(Assignment): An exact reproduction of all the data is needed, with no images in it.

Segment Start: Listed records

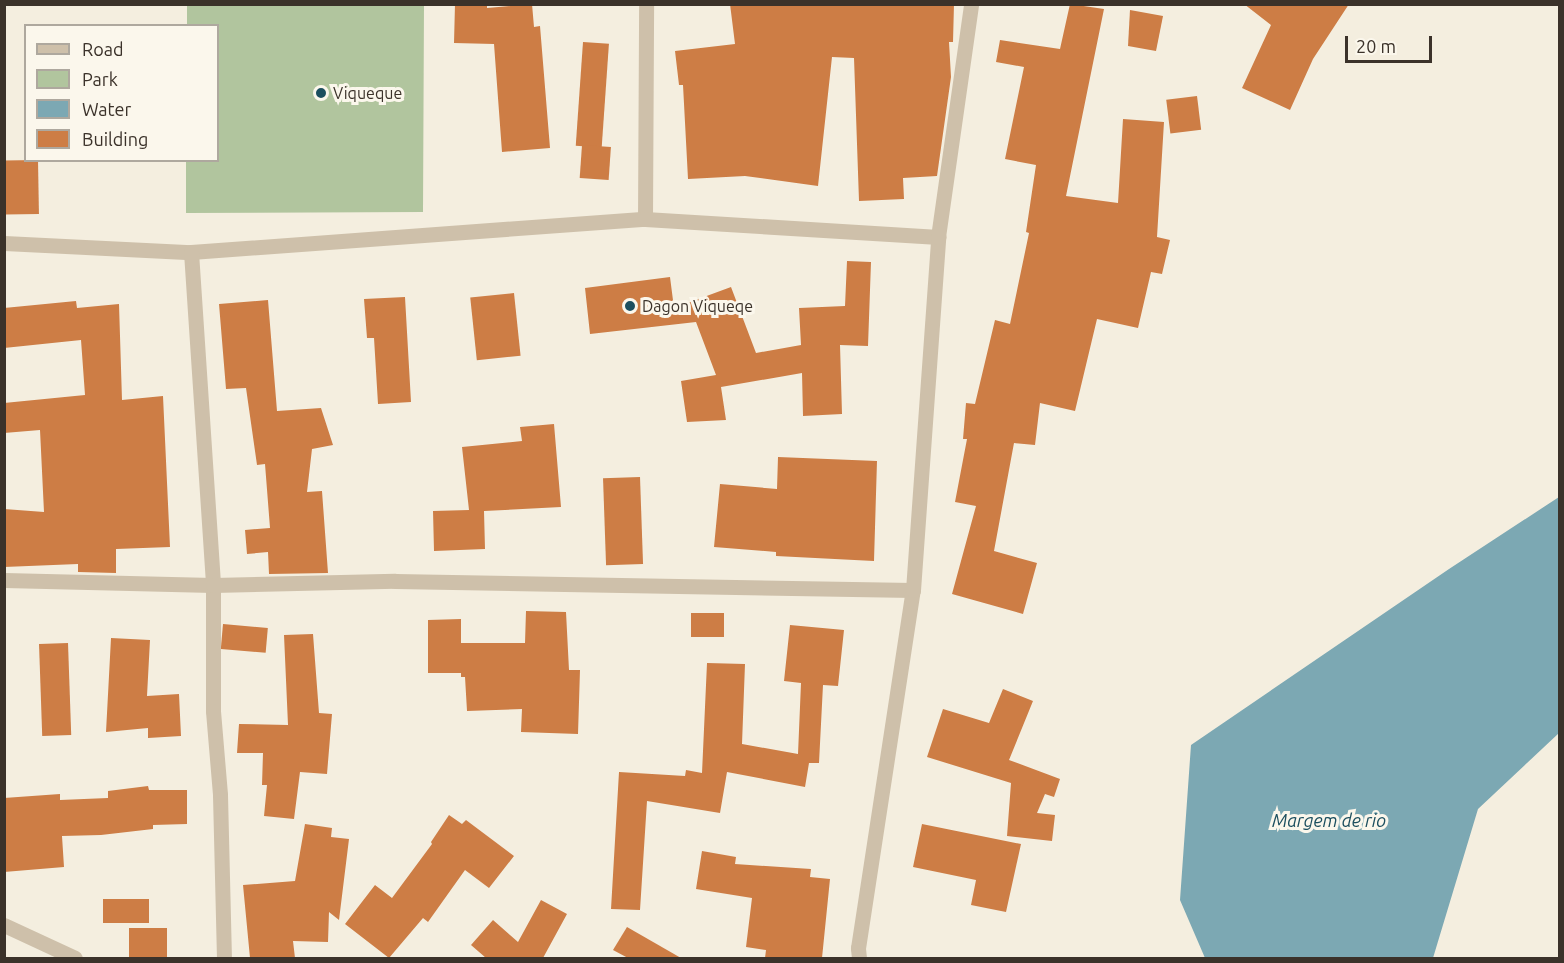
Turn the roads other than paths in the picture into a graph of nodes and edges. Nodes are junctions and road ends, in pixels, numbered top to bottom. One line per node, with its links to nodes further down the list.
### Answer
1 (646, 4): 3 (street)
2 (971, 4): 4 (street)
3 (645, 219): 4 (street); 6 (street)
4 (938, 237): 9 (street)
5 (4, 243): 6 (street)
6 (191, 252): 8 (street)
7 (4, 580): 8 (street)
8 (213, 585): 9 (street); 12 (street)
9 (913, 590): 13 (street)
10 (4, 925): 11 (street)
11 (75, 958)
12 (224, 958)
13 (860, 958)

Segment End: Listed records

(Answer):
Turn the roads other than paths in the picture into a graph of nodes and edges. Nodes are junctions and road ends, in pixels, numbered top to bottom. One line per node, with its links to nodes further down the list.
### Answer
1 (646, 4): 3 (street)
2 (971, 4): 4 (street)
3 (645, 219): 4 (street); 6 (street)
4 (938, 237): 9 (street)
5 (4, 243): 6 (street)
6 (191, 252): 8 (street)
7 (4, 580): 8 (street)
8 (213, 585): 9 (street); 12 (street)
9 (913, 590): 13 (street)
10 (4, 925): 11 (street)
11 (75, 958)
12 (224, 958)
13 (860, 958)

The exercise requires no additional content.